## [Exercise objective]
Images stay out; everything else in the records is to be set down exactly.

── Information given ──

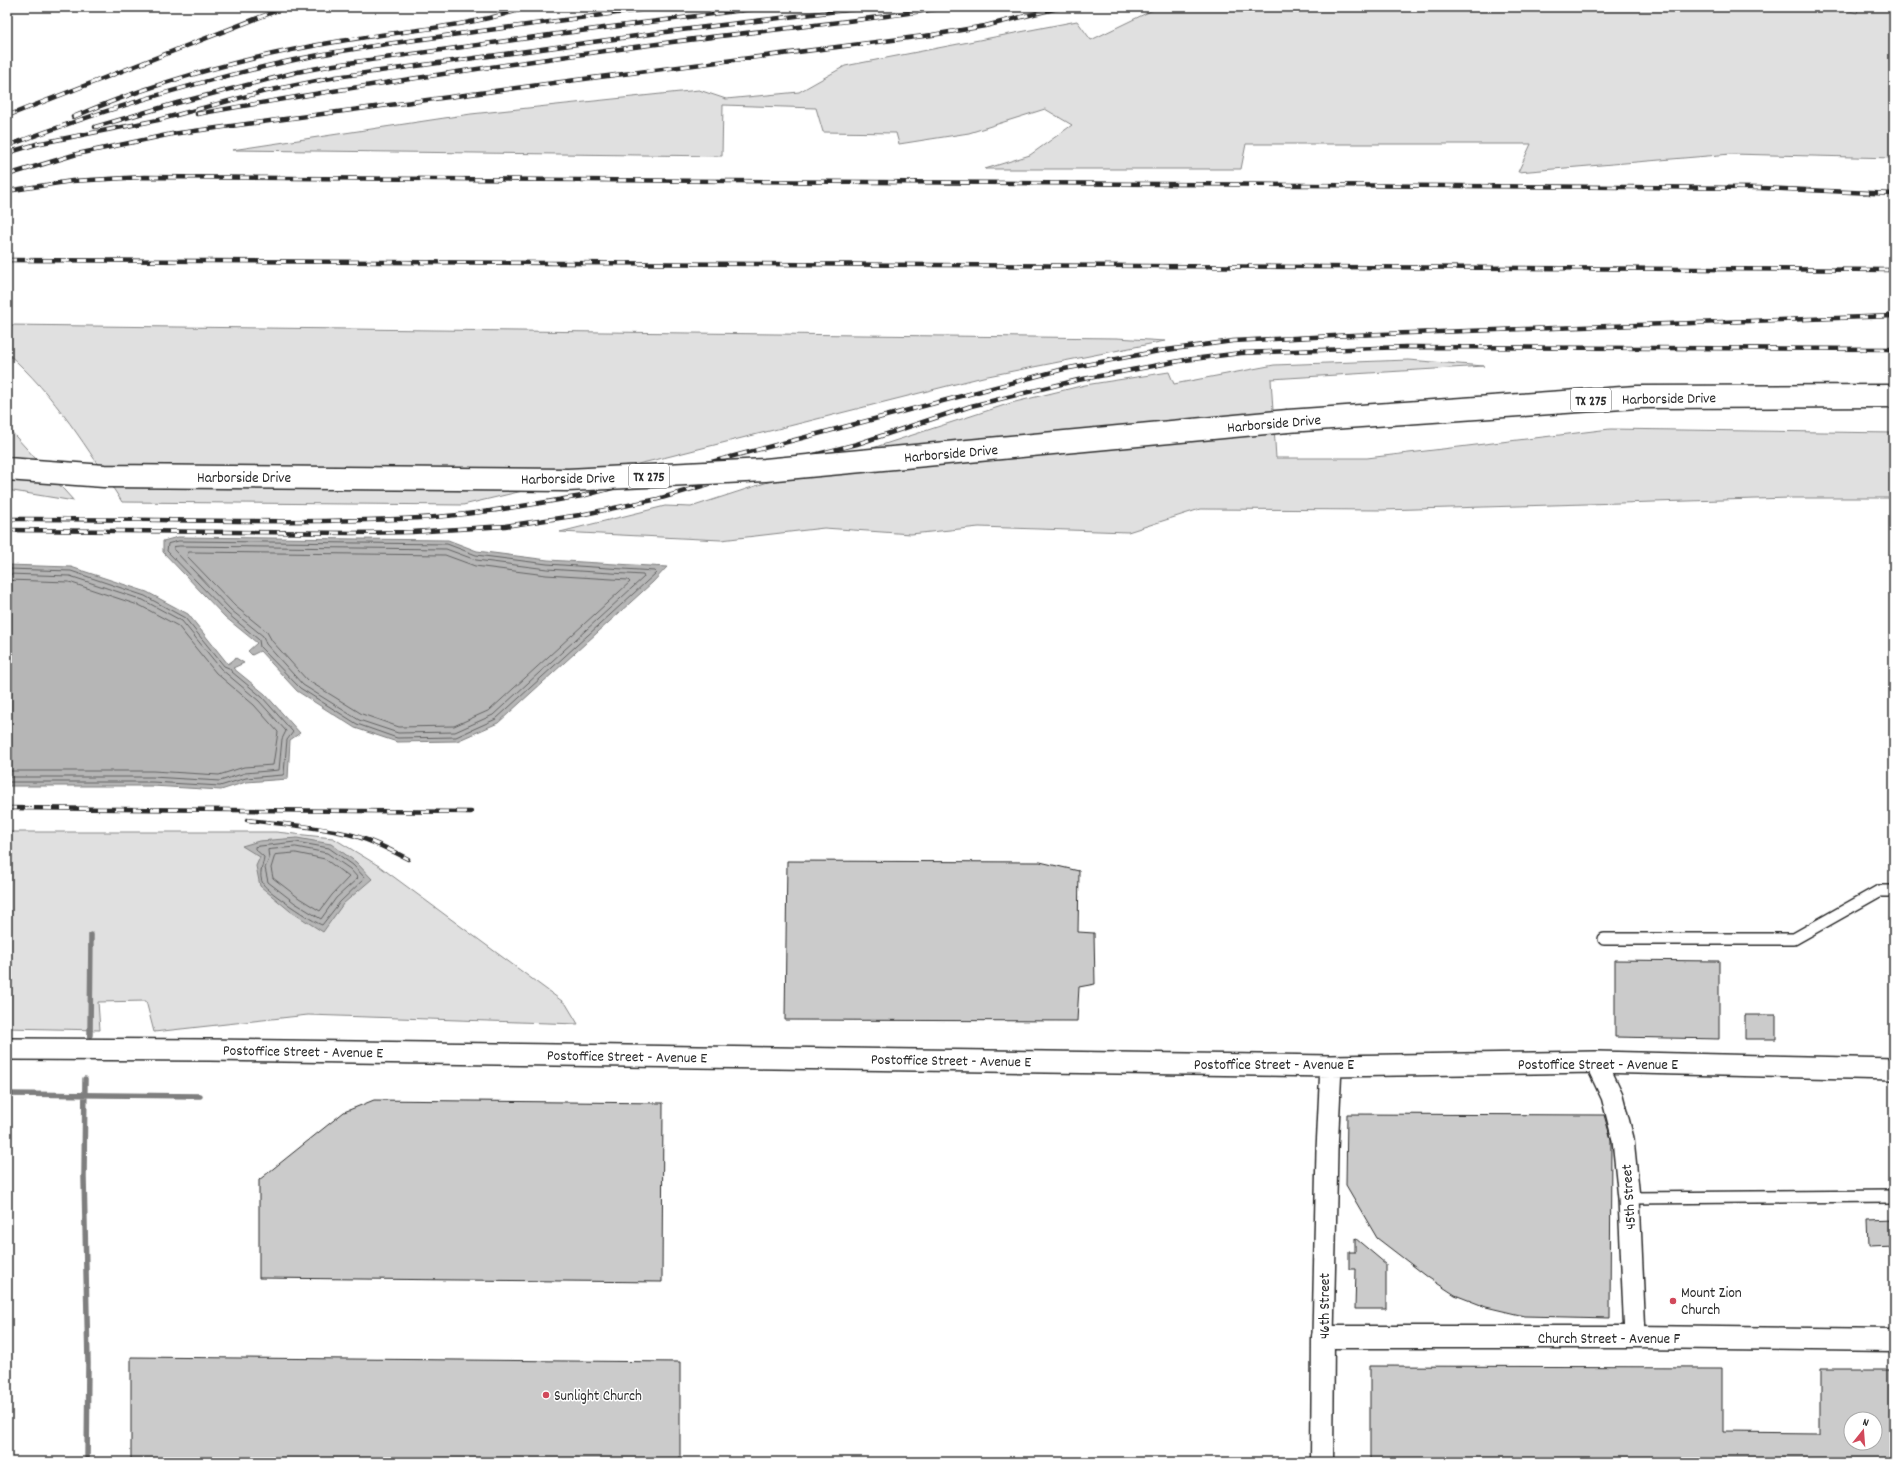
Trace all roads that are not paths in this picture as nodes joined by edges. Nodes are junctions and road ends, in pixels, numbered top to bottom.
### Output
1 (1894, 396) edge
2 (7, 469) edge
3 (1894, 891) edge
4 (1604, 939) dead end
5 (7, 1049) edge
6 (1596, 1062) junction
7 (1331, 1066) junction
8 (1894, 1069) edge
9 (1894, 1196) edge
10 (1629, 1198) junction
11 (1323, 1337) junction
12 (1635, 1338) junction
13 (1894, 1340) edge
14 (1322, 1462) edge

1 - 2 main road, Harborside Drive / TX 275, bridge
3 - 4 lane
5 - 7 street, Postoffice Street - Avenue E
6 - 7 street, Postoffice Street - Avenue E
6 - 8 street, Postoffice Street - Avenue E
6 - 10 street, 45th Street
7 - 11 street, 46th Street
9 - 10 lane
10 - 12 street, 45th Street
11 - 12 main road, Church Street - Avenue F
11 - 14 main road, 46th Street
12 - 13 main road, Church Street - Avenue F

───

## [Output below]
Trace all roads that are not paths in this picture as nodes joined by edges. Nodes are junctions and road ends, in pixels, numbered top to bottom.
### Output
1 (1894, 396) edge
2 (7, 469) edge
3 (1894, 891) edge
4 (1604, 939) dead end
5 (7, 1049) edge
6 (1596, 1062) junction
7 (1331, 1066) junction
8 (1894, 1069) edge
9 (1894, 1196) edge
10 (1629, 1198) junction
11 (1323, 1337) junction
12 (1635, 1338) junction
13 (1894, 1340) edge
14 (1322, 1462) edge

1 - 2 main road, Harborside Drive / TX 275, bridge
3 - 4 lane
5 - 7 street, Postoffice Street - Avenue E
6 - 7 street, Postoffice Street - Avenue E
6 - 8 street, Postoffice Street - Avenue E
6 - 10 street, 45th Street
7 - 11 street, 46th Street
9 - 10 lane
10 - 12 street, 45th Street
11 - 12 main road, Church Street - Avenue F
11 - 14 main road, 46th Street
12 - 13 main road, Church Street - Avenue F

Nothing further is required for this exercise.